Shh!
For a revue about censorship, Shh! certainly offers a lively brand of commentary.
The concept behind the show is sly: six contestants in a reality show (New Exhibition room players Melissa Barker, Nathaniel Gundy, Hannah Husband, Chuong Pham, Alejandro Simoes, and Christina Watka) seek to avoid being eliminated through song, sketch comedy, and direct appeals to the audience. The ongoing theme of censorship may be a mere happenstance, but it informs the general idea of being chucked out of the national conversation: a terrible fate, in the realm of identity politics, but also a denial of basic democracy.
The sketches take place in a variety of public and private settings: a group of commuters on the subway give voice to their personal thoughts ("All I want to do is scream, ’Cocksucking come dumpster!’" exclaims one commuter); two teens engage in sexting, and both end up in jail; a gay man (played, with understated wryness, by a woman) talks about self-censorship at work; an advocate for so-called "conversion" therapy for gays laments that the media seems to muzzle his message that gays can be "cured."
Some skits have a Monty Python quality about them, such as an episode set at "The Cuss Abatement and Control Academy," where students learn how not to swear; offered the most outrageous scenarios to respond to in polite terms, they just can’t help bursting out with a few choice oaths.
One gag finds a group of little kids playing a game of gross-out tag; when the antics swerve into a pantomime of sexual violence, the immediate joke is underscored by doubts about what kids really learn from their parents.
Indeed, the entire centuries-old debate about what to allow and what to censor in print and other media has always centered around children and what their impressionable little minds might come away with if exposed to adult material. The flip-side of that argument is that it certainly will do civilization no favors to infantilize and sanitize human life and human expression to the point of suitability for tiny tots; "Shh!" operates on the notion that such sanitization infantilizes not only civilization, but the putative adults in charge of running it.
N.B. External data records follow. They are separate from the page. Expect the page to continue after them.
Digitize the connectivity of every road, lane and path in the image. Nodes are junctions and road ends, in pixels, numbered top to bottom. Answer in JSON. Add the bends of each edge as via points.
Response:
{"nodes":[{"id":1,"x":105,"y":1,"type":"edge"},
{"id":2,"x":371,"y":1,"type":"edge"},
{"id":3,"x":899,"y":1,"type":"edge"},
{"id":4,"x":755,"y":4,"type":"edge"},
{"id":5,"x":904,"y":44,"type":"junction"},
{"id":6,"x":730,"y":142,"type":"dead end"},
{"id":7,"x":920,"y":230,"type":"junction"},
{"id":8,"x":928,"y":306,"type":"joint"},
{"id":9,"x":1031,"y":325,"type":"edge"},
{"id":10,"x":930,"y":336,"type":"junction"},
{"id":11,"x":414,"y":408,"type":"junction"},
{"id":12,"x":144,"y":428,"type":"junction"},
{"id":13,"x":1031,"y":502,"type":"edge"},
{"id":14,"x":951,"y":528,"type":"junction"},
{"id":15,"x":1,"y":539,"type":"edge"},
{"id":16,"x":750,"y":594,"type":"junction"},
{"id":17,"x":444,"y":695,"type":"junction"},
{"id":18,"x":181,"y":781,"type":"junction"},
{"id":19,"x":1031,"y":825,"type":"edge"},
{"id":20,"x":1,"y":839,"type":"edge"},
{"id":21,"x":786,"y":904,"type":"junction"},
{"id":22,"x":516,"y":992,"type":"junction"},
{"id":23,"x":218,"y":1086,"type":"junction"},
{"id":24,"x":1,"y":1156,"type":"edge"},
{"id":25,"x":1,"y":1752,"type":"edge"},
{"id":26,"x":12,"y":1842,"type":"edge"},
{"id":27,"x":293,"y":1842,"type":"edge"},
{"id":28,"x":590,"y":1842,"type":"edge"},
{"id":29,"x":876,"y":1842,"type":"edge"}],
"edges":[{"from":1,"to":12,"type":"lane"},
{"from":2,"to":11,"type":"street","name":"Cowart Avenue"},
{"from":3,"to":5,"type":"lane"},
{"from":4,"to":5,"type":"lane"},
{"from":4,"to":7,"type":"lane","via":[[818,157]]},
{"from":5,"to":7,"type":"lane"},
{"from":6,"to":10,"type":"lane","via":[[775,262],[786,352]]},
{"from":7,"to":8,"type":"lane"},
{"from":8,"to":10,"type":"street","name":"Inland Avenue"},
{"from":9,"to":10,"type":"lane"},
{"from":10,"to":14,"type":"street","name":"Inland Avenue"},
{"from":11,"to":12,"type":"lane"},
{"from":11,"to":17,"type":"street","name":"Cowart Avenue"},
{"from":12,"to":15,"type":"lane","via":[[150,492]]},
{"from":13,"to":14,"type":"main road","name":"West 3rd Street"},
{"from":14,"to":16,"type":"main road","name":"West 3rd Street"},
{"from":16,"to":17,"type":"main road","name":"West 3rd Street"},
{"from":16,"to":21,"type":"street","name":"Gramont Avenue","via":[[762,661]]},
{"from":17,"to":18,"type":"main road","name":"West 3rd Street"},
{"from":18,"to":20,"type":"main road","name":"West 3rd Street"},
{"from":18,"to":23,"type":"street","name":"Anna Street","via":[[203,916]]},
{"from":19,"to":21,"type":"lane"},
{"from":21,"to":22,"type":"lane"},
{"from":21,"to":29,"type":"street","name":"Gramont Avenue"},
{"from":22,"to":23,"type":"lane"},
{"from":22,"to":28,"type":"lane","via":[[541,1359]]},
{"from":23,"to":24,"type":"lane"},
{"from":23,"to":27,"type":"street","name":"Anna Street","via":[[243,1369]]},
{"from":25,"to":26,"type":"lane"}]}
At times, the material transcends gags and routines and reaches toward the artfully satirical: the dance of liberty and oppression is depicted as frankly sexual, and overtly violent, as a secret service agent and a protester grapple and pant. "Where have you been all my life?" gasps the agent, as he struggles to slap handcuffs on his quarry.
In another passage, two young men debate the most direct route to the affections of a female nudist (who is covered most inadequately by the large bag of potato chips she lugs around). One young man wants to sing her a tender ballad; the other changes the lyrics into a randy skankfest of a song. Faced with her full, unshielded glory, both young men lose their nerve.
The material is raw and funny, and the production is chic in a minimalist way; books and hoola hoops adorn the set by Christina Watka (the culture versus childhood theme again). The sound design by Rachel Kelsey and lighting by Emma Schimminger are inventive and well executed; the cast do a marvelous job with multiple roles, some of which carry over from sketch to sketch.
Director A. Nora Long keeps a light but steady grasp over the play and the players; the material seldom slips into gratuitous territory, but by the same token it seldom feels preachy. The watchword here (perhaps the most squelched, and celebrated, word in our language) is fun.
"Shh!" plays through July 25 at Boston Playwrights’ Theatre, 949 Commonwealth Avenue in Boston.
The show is free of charge; donations are appreciated. Reservations are available via www.brownpapertickets.com (please note that reservations expire 10 minutes before curtain time).